18

Suheir Salmoon was a woman beyond compare. She became famous for never having turned down a solicitation from any man because, she said, she had enough tender and desirable flesh to satisfy those hungry for it, regardless of how many there were. She gave her gifts without asking for payment, saying in a trembling voice she had no money to give alms to the poor, the wretched, and the orphans. 

One night her house and bedroom were full of male guests, and they all agreed her fair flesh was a burning snow that did not turn into water and that her lips were more beautiful than wild berries growing in any forest. The praise embarrassed her and she murmured, her face reddening, “True beauty consists in moral conduct.”

Her guests then praised her firm and supple morals, their warmth and rightness, and the redness in her face grew more intense until she seemed like a drunken woman. She then wet her lips with her tongue and informed her guests that, on that very day, she had accidentally touched a wall made of stone, and green grass had covered it instantly. The men rushed to be blessed by her hand, but one of them objected, saying he didn’t believe her words because no sooner did her hand touch flesh than it went wild, lost its flexibility and became stiff and hard like a stone. The guests laughed as they had never laughed before.
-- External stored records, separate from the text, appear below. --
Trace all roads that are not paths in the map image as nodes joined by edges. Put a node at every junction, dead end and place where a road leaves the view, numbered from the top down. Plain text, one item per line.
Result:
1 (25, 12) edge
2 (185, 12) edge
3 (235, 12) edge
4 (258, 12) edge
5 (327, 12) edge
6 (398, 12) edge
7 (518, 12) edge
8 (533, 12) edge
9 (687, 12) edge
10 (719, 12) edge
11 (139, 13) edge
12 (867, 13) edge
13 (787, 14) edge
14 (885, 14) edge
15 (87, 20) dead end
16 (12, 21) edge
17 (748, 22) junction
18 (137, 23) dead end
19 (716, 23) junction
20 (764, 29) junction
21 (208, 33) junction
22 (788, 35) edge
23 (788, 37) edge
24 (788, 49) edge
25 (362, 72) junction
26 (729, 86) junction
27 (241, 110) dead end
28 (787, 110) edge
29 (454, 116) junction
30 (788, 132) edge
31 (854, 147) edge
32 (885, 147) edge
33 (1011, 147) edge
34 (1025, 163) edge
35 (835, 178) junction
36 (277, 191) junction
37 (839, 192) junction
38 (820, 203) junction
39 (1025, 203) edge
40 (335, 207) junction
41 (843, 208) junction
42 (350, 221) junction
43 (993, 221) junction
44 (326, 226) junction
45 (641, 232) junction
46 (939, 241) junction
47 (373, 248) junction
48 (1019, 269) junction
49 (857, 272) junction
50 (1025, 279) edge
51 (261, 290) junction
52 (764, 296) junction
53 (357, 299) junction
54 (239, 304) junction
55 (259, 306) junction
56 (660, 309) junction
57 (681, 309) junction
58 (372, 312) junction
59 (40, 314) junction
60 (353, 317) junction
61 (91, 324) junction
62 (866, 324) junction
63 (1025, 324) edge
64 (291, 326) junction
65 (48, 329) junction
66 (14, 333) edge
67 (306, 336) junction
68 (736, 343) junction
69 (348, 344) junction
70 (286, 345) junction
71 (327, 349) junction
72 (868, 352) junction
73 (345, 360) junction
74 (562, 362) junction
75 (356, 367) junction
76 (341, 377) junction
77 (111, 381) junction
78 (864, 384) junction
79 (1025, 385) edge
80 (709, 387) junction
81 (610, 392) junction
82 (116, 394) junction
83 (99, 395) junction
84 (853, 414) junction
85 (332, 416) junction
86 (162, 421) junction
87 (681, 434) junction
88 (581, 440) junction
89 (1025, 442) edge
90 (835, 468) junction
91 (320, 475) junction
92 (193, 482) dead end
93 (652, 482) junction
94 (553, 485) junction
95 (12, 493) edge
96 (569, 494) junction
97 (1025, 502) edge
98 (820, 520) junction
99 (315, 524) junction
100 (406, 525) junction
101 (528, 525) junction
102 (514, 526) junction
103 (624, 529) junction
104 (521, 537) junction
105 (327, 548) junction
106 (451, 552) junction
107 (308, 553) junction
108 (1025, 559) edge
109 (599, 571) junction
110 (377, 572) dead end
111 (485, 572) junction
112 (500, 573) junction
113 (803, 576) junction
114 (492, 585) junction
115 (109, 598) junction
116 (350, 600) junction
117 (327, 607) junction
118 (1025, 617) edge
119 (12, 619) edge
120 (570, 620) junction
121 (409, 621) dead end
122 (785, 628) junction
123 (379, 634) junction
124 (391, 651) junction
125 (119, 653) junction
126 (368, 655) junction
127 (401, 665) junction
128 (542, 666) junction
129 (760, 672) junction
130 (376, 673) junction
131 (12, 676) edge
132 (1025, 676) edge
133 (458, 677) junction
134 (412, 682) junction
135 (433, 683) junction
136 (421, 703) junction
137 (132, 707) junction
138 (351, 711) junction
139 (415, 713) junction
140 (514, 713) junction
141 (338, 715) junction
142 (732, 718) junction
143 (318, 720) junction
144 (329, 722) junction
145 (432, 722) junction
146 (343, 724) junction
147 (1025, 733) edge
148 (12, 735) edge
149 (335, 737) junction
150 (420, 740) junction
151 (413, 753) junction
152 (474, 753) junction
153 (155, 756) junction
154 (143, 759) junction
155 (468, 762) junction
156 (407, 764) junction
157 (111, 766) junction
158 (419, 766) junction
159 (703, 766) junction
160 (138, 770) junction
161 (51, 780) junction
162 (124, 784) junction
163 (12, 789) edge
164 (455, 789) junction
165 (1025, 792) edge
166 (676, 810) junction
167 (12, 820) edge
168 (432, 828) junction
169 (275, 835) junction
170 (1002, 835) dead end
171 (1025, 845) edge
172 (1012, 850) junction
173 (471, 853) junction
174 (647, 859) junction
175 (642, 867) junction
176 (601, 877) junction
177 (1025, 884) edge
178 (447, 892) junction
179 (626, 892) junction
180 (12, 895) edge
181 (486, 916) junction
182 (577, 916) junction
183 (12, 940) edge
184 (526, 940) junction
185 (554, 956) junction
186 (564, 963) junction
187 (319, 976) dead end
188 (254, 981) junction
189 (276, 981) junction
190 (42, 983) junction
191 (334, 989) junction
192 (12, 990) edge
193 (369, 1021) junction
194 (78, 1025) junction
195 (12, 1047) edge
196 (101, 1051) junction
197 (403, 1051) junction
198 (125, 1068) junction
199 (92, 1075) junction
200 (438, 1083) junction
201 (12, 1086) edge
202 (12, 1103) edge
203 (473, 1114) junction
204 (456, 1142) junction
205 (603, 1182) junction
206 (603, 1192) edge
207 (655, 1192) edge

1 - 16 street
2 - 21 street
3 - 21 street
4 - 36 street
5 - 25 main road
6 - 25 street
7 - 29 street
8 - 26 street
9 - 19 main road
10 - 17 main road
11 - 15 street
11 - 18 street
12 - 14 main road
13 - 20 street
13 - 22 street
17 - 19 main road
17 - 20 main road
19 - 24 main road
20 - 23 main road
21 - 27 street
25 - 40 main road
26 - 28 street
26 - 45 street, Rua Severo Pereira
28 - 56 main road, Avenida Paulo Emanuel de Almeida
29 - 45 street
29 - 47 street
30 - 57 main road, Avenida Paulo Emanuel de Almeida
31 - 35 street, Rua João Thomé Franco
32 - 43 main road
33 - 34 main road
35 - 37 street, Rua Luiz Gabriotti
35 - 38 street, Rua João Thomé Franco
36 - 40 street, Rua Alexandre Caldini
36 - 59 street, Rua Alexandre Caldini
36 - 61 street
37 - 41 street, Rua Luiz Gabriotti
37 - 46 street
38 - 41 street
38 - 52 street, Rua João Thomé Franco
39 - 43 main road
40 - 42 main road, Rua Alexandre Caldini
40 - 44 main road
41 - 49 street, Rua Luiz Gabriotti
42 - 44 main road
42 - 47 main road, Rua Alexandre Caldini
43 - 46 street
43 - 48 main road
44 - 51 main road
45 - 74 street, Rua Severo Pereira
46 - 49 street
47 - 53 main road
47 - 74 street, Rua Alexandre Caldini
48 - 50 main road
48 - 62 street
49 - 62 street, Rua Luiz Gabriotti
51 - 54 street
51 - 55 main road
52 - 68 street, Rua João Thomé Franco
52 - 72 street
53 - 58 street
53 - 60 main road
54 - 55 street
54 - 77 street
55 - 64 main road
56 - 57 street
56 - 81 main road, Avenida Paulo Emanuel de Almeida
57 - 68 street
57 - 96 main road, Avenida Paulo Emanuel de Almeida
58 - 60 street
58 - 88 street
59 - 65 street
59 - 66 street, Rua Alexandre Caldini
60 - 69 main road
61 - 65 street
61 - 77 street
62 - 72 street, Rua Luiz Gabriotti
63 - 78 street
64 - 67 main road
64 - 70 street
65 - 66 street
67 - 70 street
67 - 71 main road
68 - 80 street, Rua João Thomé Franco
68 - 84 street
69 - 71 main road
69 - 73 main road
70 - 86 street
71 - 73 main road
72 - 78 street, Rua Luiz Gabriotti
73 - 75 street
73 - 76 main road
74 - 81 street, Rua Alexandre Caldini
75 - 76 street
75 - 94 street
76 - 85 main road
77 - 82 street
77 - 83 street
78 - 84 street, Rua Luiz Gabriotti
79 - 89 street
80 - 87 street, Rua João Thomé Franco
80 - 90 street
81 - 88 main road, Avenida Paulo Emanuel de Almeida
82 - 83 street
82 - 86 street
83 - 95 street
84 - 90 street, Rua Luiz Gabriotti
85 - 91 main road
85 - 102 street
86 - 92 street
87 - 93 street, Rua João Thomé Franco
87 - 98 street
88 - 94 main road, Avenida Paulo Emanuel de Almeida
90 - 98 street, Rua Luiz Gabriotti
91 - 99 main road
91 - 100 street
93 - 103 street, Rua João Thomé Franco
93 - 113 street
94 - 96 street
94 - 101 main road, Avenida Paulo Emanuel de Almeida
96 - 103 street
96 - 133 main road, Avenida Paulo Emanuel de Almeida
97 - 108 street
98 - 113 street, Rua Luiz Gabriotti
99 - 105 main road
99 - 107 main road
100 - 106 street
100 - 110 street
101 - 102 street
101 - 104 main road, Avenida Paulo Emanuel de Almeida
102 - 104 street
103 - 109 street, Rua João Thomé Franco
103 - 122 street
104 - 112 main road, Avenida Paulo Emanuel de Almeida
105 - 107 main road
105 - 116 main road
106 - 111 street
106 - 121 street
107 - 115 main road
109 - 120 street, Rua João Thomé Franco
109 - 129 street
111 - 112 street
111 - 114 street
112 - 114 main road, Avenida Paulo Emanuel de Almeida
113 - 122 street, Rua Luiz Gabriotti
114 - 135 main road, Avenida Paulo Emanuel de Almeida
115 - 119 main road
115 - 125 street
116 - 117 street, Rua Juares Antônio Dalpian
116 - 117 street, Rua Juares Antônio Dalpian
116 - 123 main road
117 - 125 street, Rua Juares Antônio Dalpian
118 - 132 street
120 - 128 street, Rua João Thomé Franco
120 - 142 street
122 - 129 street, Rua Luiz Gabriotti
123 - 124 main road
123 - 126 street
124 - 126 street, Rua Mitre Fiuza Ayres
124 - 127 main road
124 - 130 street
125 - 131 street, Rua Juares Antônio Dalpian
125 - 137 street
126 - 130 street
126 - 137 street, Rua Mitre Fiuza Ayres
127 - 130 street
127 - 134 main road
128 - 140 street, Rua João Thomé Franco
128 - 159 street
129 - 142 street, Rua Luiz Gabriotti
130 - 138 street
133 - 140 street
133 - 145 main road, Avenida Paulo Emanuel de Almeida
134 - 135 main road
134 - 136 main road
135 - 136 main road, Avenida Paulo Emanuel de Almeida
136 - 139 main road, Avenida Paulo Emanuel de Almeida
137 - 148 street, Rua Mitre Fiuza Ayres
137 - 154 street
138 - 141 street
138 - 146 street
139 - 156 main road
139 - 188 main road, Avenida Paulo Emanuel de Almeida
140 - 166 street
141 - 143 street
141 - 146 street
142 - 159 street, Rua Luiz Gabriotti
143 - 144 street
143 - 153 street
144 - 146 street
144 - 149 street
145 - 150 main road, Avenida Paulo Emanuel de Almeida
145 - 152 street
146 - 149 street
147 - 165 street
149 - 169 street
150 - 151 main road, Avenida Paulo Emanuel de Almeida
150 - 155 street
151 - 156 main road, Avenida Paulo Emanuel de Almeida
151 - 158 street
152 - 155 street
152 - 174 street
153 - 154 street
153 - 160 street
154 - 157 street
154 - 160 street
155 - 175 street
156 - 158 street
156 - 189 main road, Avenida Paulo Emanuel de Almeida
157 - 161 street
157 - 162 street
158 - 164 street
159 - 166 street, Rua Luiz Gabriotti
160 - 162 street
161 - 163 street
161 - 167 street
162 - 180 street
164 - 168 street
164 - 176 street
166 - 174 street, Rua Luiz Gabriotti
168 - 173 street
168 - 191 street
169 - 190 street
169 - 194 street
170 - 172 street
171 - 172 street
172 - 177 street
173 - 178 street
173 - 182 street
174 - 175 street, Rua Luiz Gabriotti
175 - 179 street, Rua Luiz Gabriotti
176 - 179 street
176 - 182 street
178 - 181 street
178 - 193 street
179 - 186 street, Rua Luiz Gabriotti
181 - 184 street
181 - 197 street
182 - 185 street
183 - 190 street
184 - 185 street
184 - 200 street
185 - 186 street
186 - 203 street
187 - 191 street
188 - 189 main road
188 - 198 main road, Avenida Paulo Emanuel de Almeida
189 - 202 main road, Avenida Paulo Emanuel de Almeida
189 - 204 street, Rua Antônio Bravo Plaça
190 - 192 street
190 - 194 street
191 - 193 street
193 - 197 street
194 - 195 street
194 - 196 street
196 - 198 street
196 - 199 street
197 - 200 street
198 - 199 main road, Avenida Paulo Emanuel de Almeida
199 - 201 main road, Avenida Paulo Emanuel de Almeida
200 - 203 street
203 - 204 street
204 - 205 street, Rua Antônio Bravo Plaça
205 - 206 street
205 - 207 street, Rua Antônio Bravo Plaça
Suheir was surprised when a young man whom she knew to be shy like a girl cried out, “Whether it is to be honor or disgrace, the proof of the pudding is in the eating.” 

Then, bowing politely in front of her, he asked her to touch anything that pleased her and if green grass grew on it then she would be telling the truth. Suheir was stunned, but hid her hurt feelings, for she was telling nothing less than the truth. That night she slept in extreme misery, and a strange visitor came to her in a dream. His upper part was in deep darkness and the lower suffused with a blinding light. The visitor said to her that her reward for a life full of pious and generous deeds was that upon waking she would find herself able to fly. She woke up immediately and found she could indeed fly like a small, fast airplane. She flew away and disappeared from sight. The men waited anxiously and impatiently, but she never came back. They did not believe she would desert them, and said her prolonged absence was because she had lost her way in the wide-open sky or had flown over forbidden territory.